The other important lesson to learn is that SRP doesn't just apply to classes but also to methods. It's almost never necessary for a method to be more than 30 or so lines long, on the outside. A method of such restricted size will inevitably have fewer arguments to worry about, for starters. And further, it almost inherently prevents spaghetti code. Purely by the act of breaking out small operations of a handful of steps apiece, and giving each a highly specific and expressive name, you can avoid the "flying V" of nested loops and conditionals. You can avoid long-lived context variables and status flags. You can avoid stretching tightly coupled cause and effect relationships across multiple screens-worth of code. And you'll likely find yet more places to naturally slice up a class into separate responsibilities.

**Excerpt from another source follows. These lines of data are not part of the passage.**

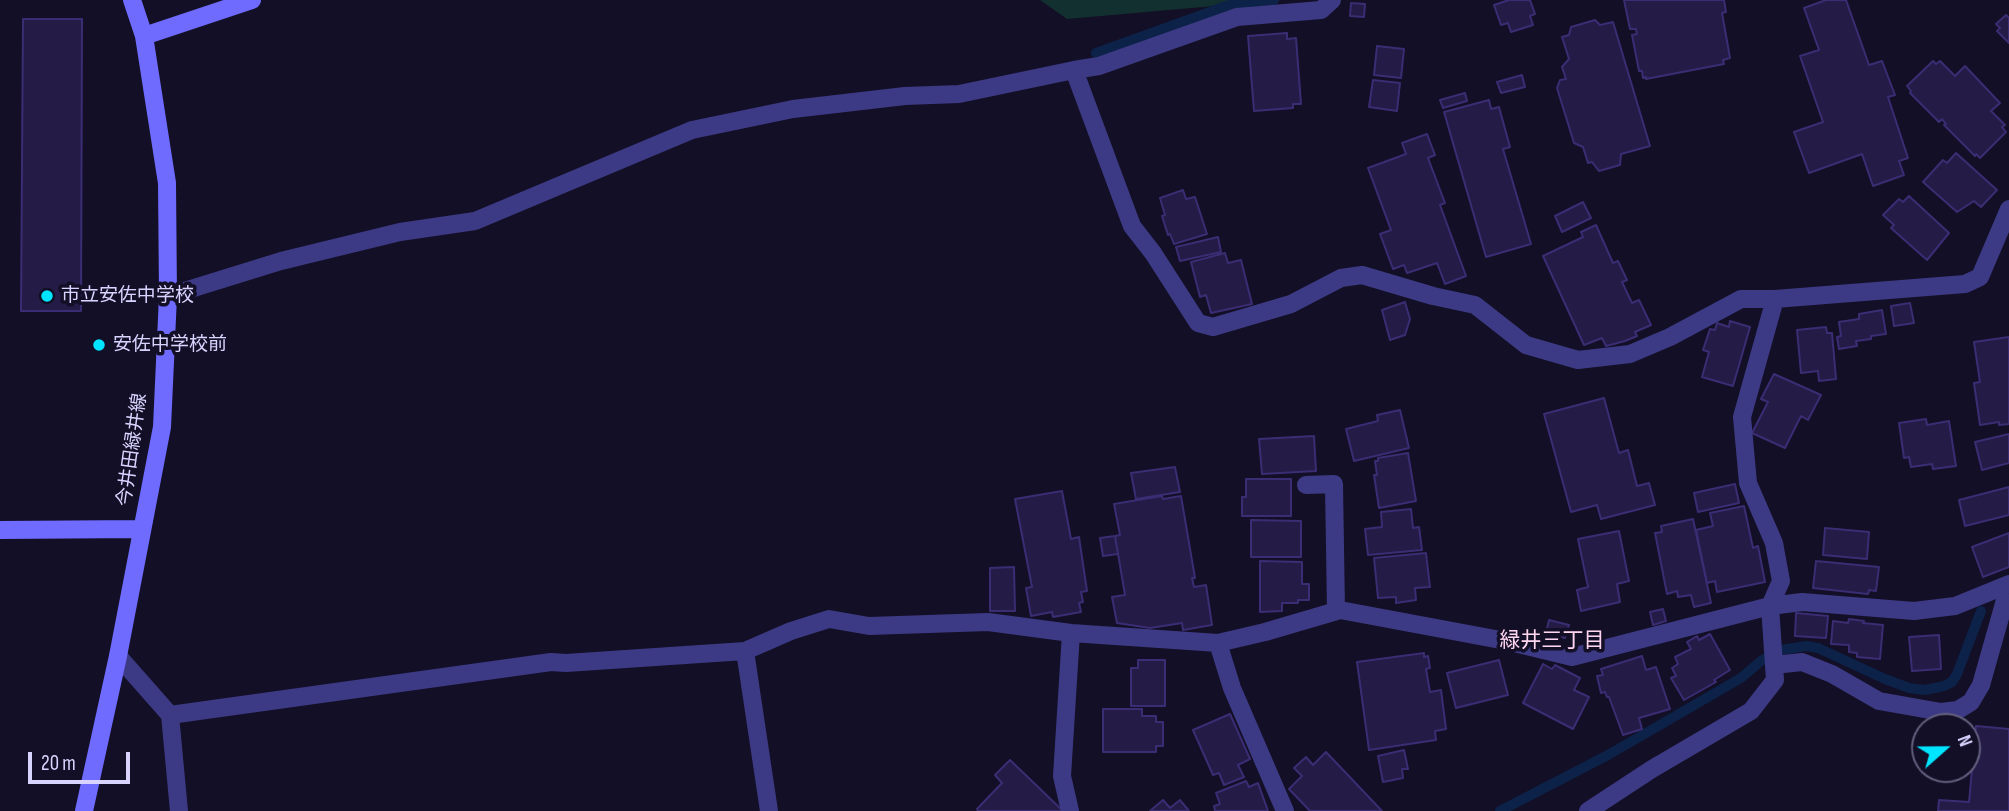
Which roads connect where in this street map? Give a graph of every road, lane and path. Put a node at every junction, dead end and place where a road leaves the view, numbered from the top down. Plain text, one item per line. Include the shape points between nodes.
1 (132, 0) edge
2 (252, 0) edge
3 (1332, 0) edge
4 (144, 36) junction
5 (1073, 70) junction
6 (2009, 209) edge
7 (168, 296) junction
8 (1775, 299) junction
9 (1306, 485) dead end
10 (142, 529) junction
11 (0, 530) edge
12 (2009, 585) edge
13 (1770, 606) junction
14 (1336, 611) junction
15 (1071, 633) junction
16 (1218, 643) junction
17 (745, 651) junction
18 (118, 656) junction
19 (1774, 665) junction
20 (170, 715) junction
21 (84, 811) edge
22 (179, 811) edge
23 (769, 811) edge
24 (1070, 811) edge
25 (1285, 811) edge
26 (1588, 811) edge

1 - 4 main road, 今井田緑井線
2 - 4 main road
3 - 5 street via 1321,10 1237,17 1100,66
4 - 7 main road, 今井田緑井線 via 167,183
5 - 7 street via 959,94 793,108 692,130 475,221 400,232 281,261
5 - 8 street via 1132,226 1198,323 1213,327 1292,304 1341,278 1362,275 1475,305 1526,345 1578,360 1630,354 1741,299
6 - 8 street via 1980,276 1965,284
7 - 10 main road, 今井田緑井線 via 162,427
8 - 13 street via 1742,417 1748,483 1774,543 1782,581
9 - 14 street via 1334,484
10 - 11 main road
10 - 18 main road, 今井田緑井線
12 - 13 street via 1955,606 1914,611 1802,602
12 - 19 street via 1981,685 1971,702 1958,710 1941,712 1879,701 1802,662
13 - 14 street via 1572,657
13 - 19 street
14 - 16 street
15 - 16 street
15 - 17 street via 988,622 869,626 829,619
15 - 24 street via 1062,776
16 - 25 street via 1232,688
17 - 20 street via 551,662
17 - 23 street
18 - 20 street
18 - 21 main road, 今井田緑井線
19 - 26 street via 1775,680 1751,711
20 - 22 street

All of these help to control sprawling complexity. This sounds unintuitive, because if you follow the rough rule of 30 lines per method, 200 lines per class, you'll almost certainly end up writing far more classes, and probably more code in general. But you will always know exactly where to find code related to any particular thing that may go wrong. And you can always be certain that the portion of the application that is affected by a change to a particular unit of functionality will be highly constrained by virtue of the reduced number of interactions and dependencies that any one unit needs to worry about.

Consider what you can do to take the next step with SRP. Don't be satisfied with the first-order effects of a naive application of the principle. Rededicate yourself, try it out, shrink your units, and see the benefits in your code.

YAGNI Abuse

Have you ever proposed a code change or a course of action in a project for the purpose of improving the stability and maintainability of the code base, only to have someone dispute the need on the basis of

YAGNI

? I was flummoxed the first time this happened to me. Since then I've learned that it's not at all rare, and in fact may even be common.

The YAGNI principle is a wonderful thing. Used properly, it can have a huge beneficial impact on your productivity, your schedule, and on the maintainability of your product. But like so many other important ideas in the history of software development, YAGNI has become a poorly understood and misused victim of its fame. Through constant abuse it has become difficult to communicate the sentiment that it was intended for without a thorough explanation. And I can't count the number of times I've heard YAGNI cited in a completely incorrect or even dangerous way.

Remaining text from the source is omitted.